I don't think you need to be worried about him losing weight (although I'm completely not an expert, just a mum) as if he was hungry he'd wake and want feeding - in my experience with both DS and other prem babies they want to sleep when they're asleep and trying to wake them to feed doesn't really work.

They put on weight gradually without you making them wake (not suggesting you're forcing him btw). Maybe just try doing it on demand for 2 weeks and if you're concerned about his weight gain you could switch to waking him?

Realised I hadn't said congratulations btw :)

MoonUnitAlpha · 28/01/2011 21:17

It doesn't always work like that berri, as a baby can sleep to conserve energy if they're not feeding enough, rather than sleeping because they're full/satisfied. Also things like jaundice can make babies too sleepy to wake to feed.
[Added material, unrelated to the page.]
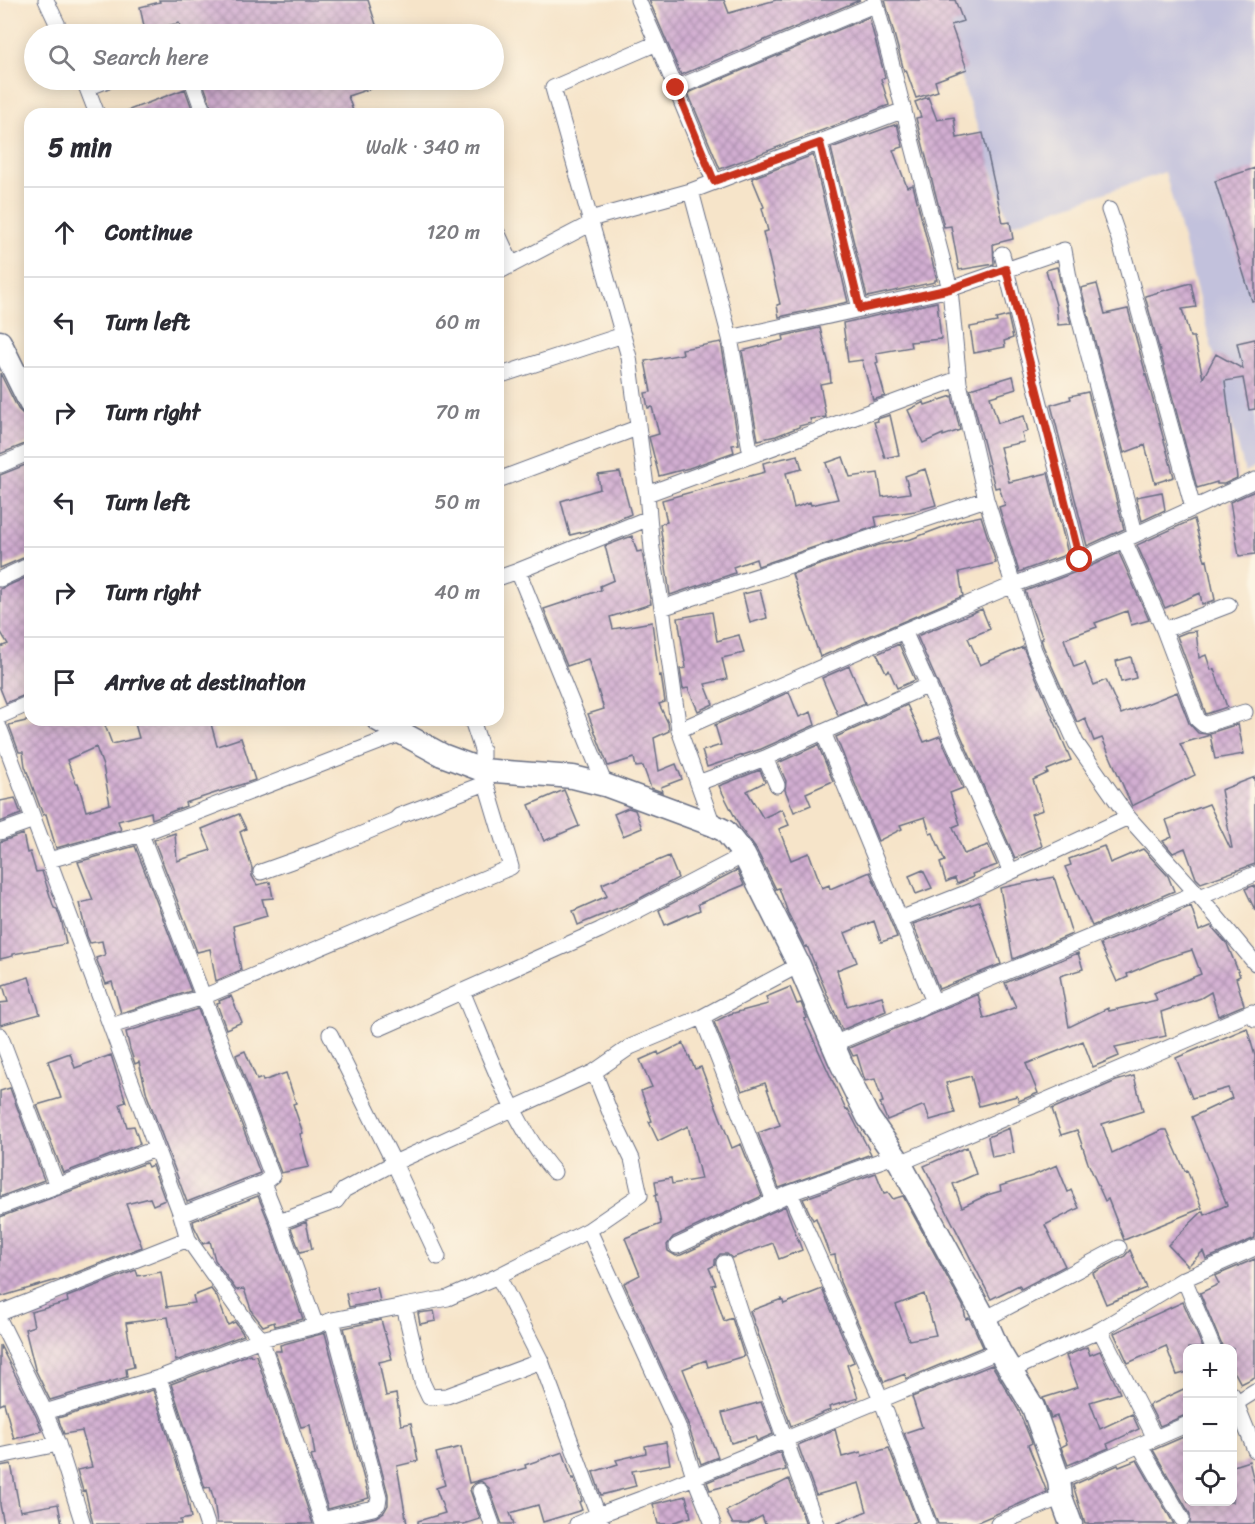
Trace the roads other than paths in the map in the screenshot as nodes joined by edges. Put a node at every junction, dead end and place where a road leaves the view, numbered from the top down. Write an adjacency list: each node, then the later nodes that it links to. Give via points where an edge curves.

Not saying that either of these things apply to the OP's baby, but just pointing out that feeding on demand doesn't always work for all babies.

berri · 28/01/2011 21:36

Yes completely agree actually - just saying my experience was that way round.

Agree with your advice to listen to bf counsellor - hope you can find one close to you who can help.

Going to bed now as DS is coming down with cold and anticipating an early start :)

Best of luck, and repost if you still have problems.